> _EXERCISE MATERIALS_
==*==
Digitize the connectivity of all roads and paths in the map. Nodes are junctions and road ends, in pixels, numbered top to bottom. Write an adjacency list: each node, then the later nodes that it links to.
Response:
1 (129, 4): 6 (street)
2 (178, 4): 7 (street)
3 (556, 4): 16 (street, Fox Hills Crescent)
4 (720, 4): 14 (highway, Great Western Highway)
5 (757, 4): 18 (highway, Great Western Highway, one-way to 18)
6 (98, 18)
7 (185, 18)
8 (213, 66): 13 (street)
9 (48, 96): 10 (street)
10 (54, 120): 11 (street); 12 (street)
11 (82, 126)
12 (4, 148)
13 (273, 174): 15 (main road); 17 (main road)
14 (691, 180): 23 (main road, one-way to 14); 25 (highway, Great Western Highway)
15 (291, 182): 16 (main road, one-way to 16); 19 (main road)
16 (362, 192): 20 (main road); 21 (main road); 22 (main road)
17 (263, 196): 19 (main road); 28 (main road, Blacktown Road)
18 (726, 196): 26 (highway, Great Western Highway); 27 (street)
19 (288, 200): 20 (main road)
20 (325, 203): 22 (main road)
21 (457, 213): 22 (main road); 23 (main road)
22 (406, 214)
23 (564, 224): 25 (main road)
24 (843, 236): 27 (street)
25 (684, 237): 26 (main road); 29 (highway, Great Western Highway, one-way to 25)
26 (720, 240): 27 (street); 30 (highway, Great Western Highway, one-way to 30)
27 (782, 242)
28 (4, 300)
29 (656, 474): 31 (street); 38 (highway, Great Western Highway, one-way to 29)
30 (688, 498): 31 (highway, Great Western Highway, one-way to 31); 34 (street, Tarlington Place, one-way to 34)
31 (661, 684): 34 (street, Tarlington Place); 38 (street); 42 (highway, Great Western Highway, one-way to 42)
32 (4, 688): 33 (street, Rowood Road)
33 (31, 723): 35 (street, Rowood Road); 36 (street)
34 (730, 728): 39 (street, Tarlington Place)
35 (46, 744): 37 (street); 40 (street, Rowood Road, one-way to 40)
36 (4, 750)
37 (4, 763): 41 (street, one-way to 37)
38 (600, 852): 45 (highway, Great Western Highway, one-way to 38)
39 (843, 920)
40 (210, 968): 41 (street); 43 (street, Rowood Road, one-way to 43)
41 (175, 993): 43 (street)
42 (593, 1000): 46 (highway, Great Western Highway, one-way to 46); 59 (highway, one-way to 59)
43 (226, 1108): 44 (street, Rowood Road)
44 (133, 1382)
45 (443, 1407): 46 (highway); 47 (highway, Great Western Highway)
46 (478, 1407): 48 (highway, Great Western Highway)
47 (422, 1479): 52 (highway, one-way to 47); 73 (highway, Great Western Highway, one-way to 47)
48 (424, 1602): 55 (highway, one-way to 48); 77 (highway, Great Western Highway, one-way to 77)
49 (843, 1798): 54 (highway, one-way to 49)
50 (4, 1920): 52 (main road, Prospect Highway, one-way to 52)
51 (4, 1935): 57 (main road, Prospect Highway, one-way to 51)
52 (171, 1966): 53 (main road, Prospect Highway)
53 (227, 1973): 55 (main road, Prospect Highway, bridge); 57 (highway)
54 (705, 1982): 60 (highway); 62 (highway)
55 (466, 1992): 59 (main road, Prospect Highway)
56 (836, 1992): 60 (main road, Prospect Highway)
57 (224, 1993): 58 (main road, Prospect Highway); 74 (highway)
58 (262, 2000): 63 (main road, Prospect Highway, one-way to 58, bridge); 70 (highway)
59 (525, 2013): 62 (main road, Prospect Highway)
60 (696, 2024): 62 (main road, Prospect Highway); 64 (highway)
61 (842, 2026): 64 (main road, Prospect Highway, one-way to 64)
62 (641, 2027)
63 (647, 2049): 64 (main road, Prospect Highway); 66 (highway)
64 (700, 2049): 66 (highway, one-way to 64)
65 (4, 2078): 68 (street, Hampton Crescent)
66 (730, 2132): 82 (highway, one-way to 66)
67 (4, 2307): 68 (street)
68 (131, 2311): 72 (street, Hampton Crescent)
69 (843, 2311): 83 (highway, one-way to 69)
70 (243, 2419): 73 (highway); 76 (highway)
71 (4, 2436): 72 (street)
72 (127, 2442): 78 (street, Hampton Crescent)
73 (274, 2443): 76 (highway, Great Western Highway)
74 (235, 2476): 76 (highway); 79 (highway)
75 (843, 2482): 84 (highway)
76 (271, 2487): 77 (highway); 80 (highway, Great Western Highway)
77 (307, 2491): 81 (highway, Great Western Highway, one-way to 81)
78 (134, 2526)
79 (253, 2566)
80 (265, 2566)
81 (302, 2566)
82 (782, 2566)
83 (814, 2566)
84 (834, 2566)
==*==
> _WORK INSTRUCTIONS_
Retype the entries above exactly as they appear.

> _RESULT OF THE EXERCISE_
Digitize the connectivity of all roads and paths in the map. Nodes are junctions and road ends, in pixels, numbered top to bottom. Write an adjacency list: each node, then the later nodes that it links to.
Response:
1 (129, 4): 6 (street)
2 (178, 4): 7 (street)
3 (556, 4): 16 (street, Fox Hills Crescent)
4 (720, 4): 14 (highway, Great Western Highway)
5 (757, 4): 18 (highway, Great Western Highway, one-way to 18)
6 (98, 18)
7 (185, 18)
8 (213, 66): 13 (street)
9 (48, 96): 10 (street)
10 (54, 120): 11 (street); 12 (street)
11 (82, 126)
12 (4, 148)
13 (273, 174): 15 (main road); 17 (main road)
14 (691, 180): 23 (main road, one-way to 14); 25 (highway, Great Western Highway)
15 (291, 182): 16 (main road, one-way to 16); 19 (main road)
16 (362, 192): 20 (main road); 21 (main road); 22 (main road)
17 (263, 196): 19 (main road); 28 (main road, Blacktown Road)
18 (726, 196): 26 (highway, Great Western Highway); 27 (street)
19 (288, 200): 20 (main road)
20 (325, 203): 22 (main road)
21 (457, 213): 22 (main road); 23 (main road)
22 (406, 214)
23 (564, 224): 25 (main road)
24 (843, 236): 27 (street)
25 (684, 237): 26 (main road); 29 (highway, Great Western Highway, one-way to 25)
26 (720, 240): 27 (street); 30 (highway, Great Western Highway, one-way to 30)
27 (782, 242)
28 (4, 300)
29 (656, 474): 31 (street); 38 (highway, Great Western Highway, one-way to 29)
30 (688, 498): 31 (highway, Great Western Highway, one-way to 31); 34 (street, Tarlington Place, one-way to 34)
31 (661, 684): 34 (street, Tarlington Place); 38 (street); 42 (highway, Great Western Highway, one-way to 42)
32 (4, 688): 33 (street, Rowood Road)
33 (31, 723): 35 (street, Rowood Road); 36 (street)
34 (730, 728): 39 (street, Tarlington Place)
35 (46, 744): 37 (street); 40 (street, Rowood Road, one-way to 40)
36 (4, 750)
37 (4, 763): 41 (street, one-way to 37)
38 (600, 852): 45 (highway, Great Western Highway, one-way to 38)
39 (843, 920)
40 (210, 968): 41 (street); 43 (street, Rowood Road, one-way to 43)
41 (175, 993): 43 (street)
42 (593, 1000): 46 (highway, Great Western Highway, one-way to 46); 59 (highway, one-way to 59)
43 (226, 1108): 44 (street, Rowood Road)
44 (133, 1382)
45 (443, 1407): 46 (highway); 47 (highway, Great Western Highway)
46 (478, 1407): 48 (highway, Great Western Highway)
47 (422, 1479): 52 (highway, one-way to 47); 73 (highway, Great Western Highway, one-way to 47)
48 (424, 1602): 55 (highway, one-way to 48); 77 (highway, Great Western Highway, one-way to 77)
49 (843, 1798): 54 (highway, one-way to 49)
50 (4, 1920): 52 (main road, Prospect Highway, one-way to 52)
51 (4, 1935): 57 (main road, Prospect Highway, one-way to 51)
52 (171, 1966): 53 (main road, Prospect Highway)
53 (227, 1973): 55 (main road, Prospect Highway, bridge); 57 (highway)
54 (705, 1982): 60 (highway); 62 (highway)
55 (466, 1992): 59 (main road, Prospect Highway)
56 (836, 1992): 60 (main road, Prospect Highway)
57 (224, 1993): 58 (main road, Prospect Highway); 74 (highway)
58 (262, 2000): 63 (main road, Prospect Highway, one-way to 58, bridge); 70 (highway)
59 (525, 2013): 62 (main road, Prospect Highway)
60 (696, 2024): 62 (main road, Prospect Highway); 64 (highway)
61 (842, 2026): 64 (main road, Prospect Highway, one-way to 64)
62 (641, 2027)
63 (647, 2049): 64 (main road, Prospect Highway); 66 (highway)
64 (700, 2049): 66 (highway, one-way to 64)
65 (4, 2078): 68 (street, Hampton Crescent)
66 (730, 2132): 82 (highway, one-way to 66)
67 (4, 2307): 68 (street)
68 (131, 2311): 72 (street, Hampton Crescent)
69 (843, 2311): 83 (highway, one-way to 69)
70 (243, 2419): 73 (highway); 76 (highway)
71 (4, 2436): 72 (street)
72 (127, 2442): 78 (street, Hampton Crescent)
73 (274, 2443): 76 (highway, Great Western Highway)
74 (235, 2476): 76 (highway); 79 (highway)
75 (843, 2482): 84 (highway)
76 (271, 2487): 77 (highway); 80 (highway, Great Western Highway)
77 (307, 2491): 81 (highway, Great Western Highway, one-way to 81)
78 (134, 2526)
79 (253, 2566)
80 (265, 2566)
81 (302, 2566)
82 (782, 2566)
83 (814, 2566)
84 (834, 2566)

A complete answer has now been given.